Keypoint text descriptions
######
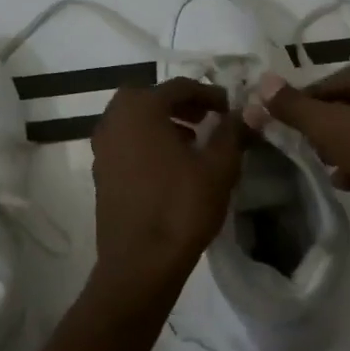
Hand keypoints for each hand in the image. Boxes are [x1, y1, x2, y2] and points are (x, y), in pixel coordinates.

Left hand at [90, 77, 242, 288]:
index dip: (209, 94)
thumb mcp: (218, 167)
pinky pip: (127, 144)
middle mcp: (113, 121)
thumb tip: (249, 110)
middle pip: (150, 99)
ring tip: (194, 143)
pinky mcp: (101, 174)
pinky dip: (148, 144)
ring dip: (163, 124)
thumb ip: (233, 132)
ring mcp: (102, 148)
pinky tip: (172, 167)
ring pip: (135, 122)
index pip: (179, 87)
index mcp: (140, 109)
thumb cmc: (181, 208)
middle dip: (181, 105)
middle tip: (208, 119)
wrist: (140, 263)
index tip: (231, 108)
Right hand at [252, 63, 349, 256]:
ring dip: (342, 147)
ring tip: (322, 164)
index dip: (306, 98)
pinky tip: (347, 183)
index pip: (337, 78)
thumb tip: (262, 82)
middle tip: (302, 143)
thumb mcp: (330, 126)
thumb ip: (295, 107)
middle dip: (324, 125)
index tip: (283, 119)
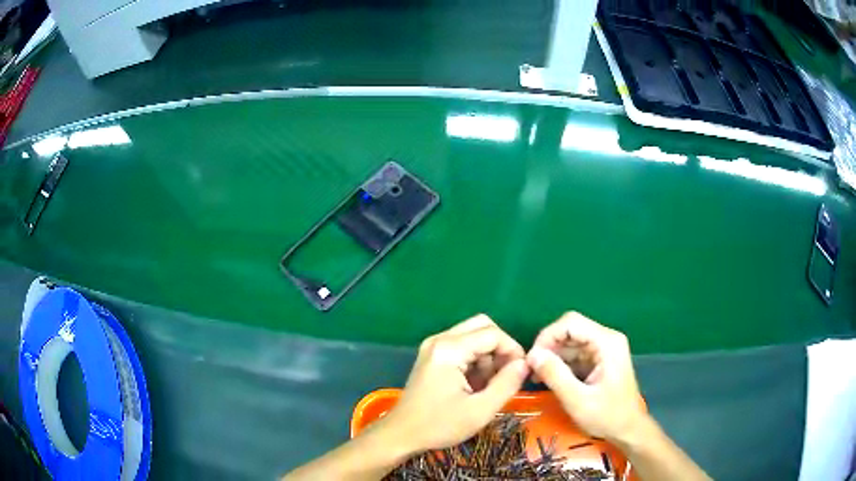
######
* **Exercise**
For this exercise, please reproduce the records above exactly and drop the images.

* **Task result**
Hand keypoints for each hand in the image. Boxes are [x1, y1, x2, y2] and points are (x, y), in pixel coordinates.

Left hand at [90, 77, 242, 288]:
index dip: (209, 94)
thumb mcp: (218, 167)
pinky pip: (127, 144)
middle mcp: (113, 121)
thumb tip: (249, 110)
middle pip: (150, 99)
ring tip: (194, 143)
pinky mcp: (101, 174)
pinky dip: (148, 144)
ring dip: (163, 124)
thumb ip: (233, 132)
ring mcp: (102, 148)
pinky tip: (172, 167)
ring pip: (135, 122)
index pip: (179, 87)
index mcp: (140, 109)
thumb cmc: (181, 208)
middle dip: (181, 105)
middle tip: (208, 119)
wrist: (140, 263)
index tip: (231, 108)
Right hand at [252, 63, 349, 256]:
ring dip: (342, 147)
ring tip: (322, 164)
index dip: (306, 98)
pinky tip: (347, 183)
index pip: (337, 78)
thumb tip: (262, 82)
middle tip: (302, 143)
thumb mcp: (330, 126)
thumb ip: (295, 107)
middle dip: (324, 125)
index tip: (283, 119)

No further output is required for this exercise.